Material shown Start Marker
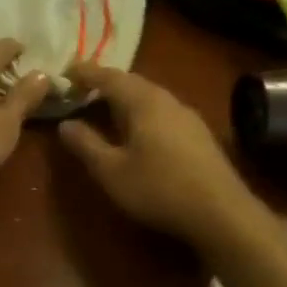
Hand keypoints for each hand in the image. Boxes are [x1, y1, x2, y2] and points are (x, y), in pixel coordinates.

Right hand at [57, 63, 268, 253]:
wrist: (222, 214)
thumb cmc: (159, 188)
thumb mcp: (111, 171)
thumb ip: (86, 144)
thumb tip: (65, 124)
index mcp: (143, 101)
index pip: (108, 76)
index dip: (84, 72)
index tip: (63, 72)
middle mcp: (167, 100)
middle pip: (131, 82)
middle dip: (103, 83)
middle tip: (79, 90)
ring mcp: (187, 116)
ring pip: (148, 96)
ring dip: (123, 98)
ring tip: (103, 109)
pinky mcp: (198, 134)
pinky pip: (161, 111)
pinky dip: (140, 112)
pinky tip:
Material shown End Marker
Material shown Start Marker
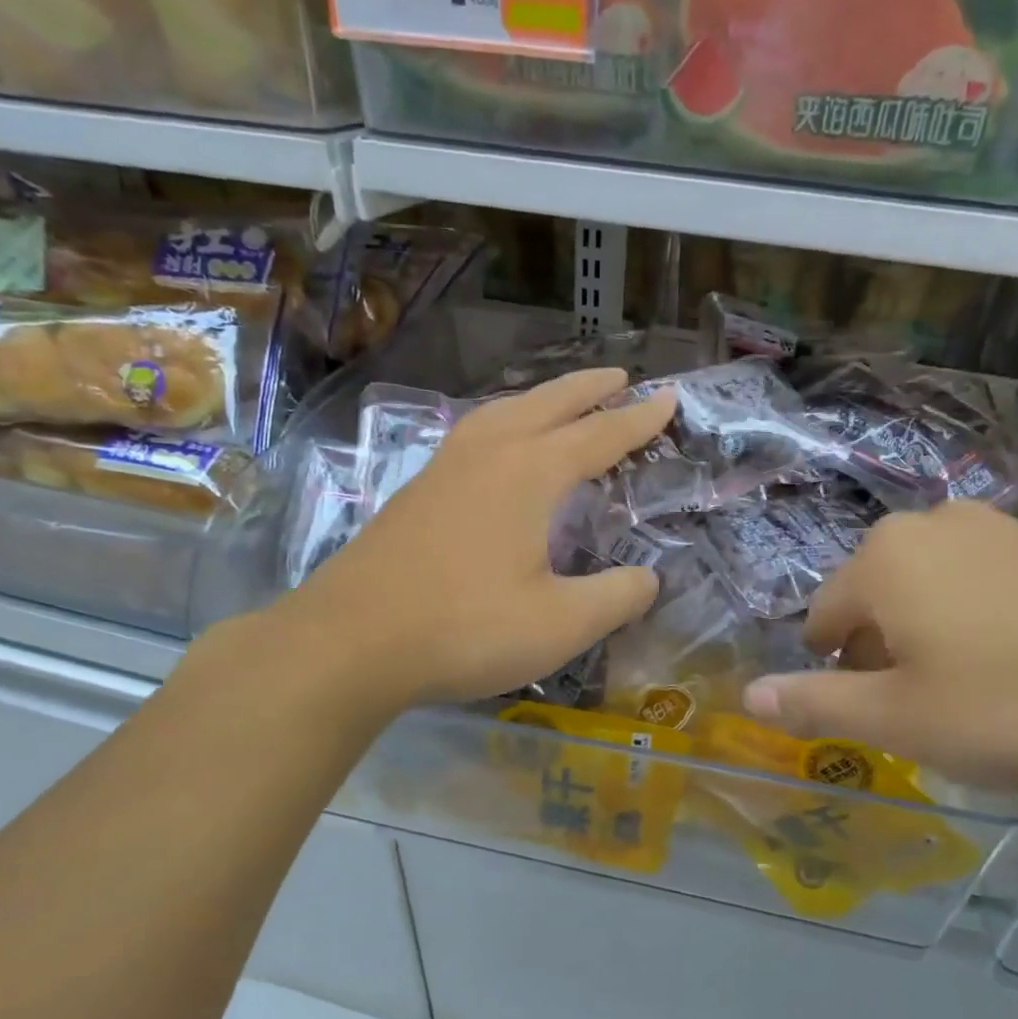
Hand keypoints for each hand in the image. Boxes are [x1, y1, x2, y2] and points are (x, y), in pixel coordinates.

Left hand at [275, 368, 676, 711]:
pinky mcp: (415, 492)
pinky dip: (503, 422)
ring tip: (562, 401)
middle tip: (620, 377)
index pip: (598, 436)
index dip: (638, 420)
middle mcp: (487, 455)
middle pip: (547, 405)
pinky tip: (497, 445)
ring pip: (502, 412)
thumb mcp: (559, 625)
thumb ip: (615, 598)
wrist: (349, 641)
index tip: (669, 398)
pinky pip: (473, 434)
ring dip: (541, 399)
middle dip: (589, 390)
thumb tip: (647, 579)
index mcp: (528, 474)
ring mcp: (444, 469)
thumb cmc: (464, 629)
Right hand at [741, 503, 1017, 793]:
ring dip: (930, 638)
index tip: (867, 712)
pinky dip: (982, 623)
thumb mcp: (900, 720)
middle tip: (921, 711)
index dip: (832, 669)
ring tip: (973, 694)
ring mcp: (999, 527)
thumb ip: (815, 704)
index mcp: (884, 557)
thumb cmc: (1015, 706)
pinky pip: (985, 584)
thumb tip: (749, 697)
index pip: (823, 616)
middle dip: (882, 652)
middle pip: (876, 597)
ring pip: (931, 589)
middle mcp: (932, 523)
Material shown End Marker
▶ _The task_:
Filter the entries down to the lines that hold "hand". Copy those lines.

▶ _Output for this task_:
Hand keypoints for each hand in the image. Boxes are [x1, y1, x2, y2] and points are (x, y), in pixel coordinates.
Right hand at [57, 63, 268, 253]:
Hand keypoints for each hand in the image. Boxes are [x1, y1, x2, y2] and points are (x, y), in pixel coordinates.
Left hand at [275, 368, 676, 711]:
Right hand at [741, 503, 1017, 793]:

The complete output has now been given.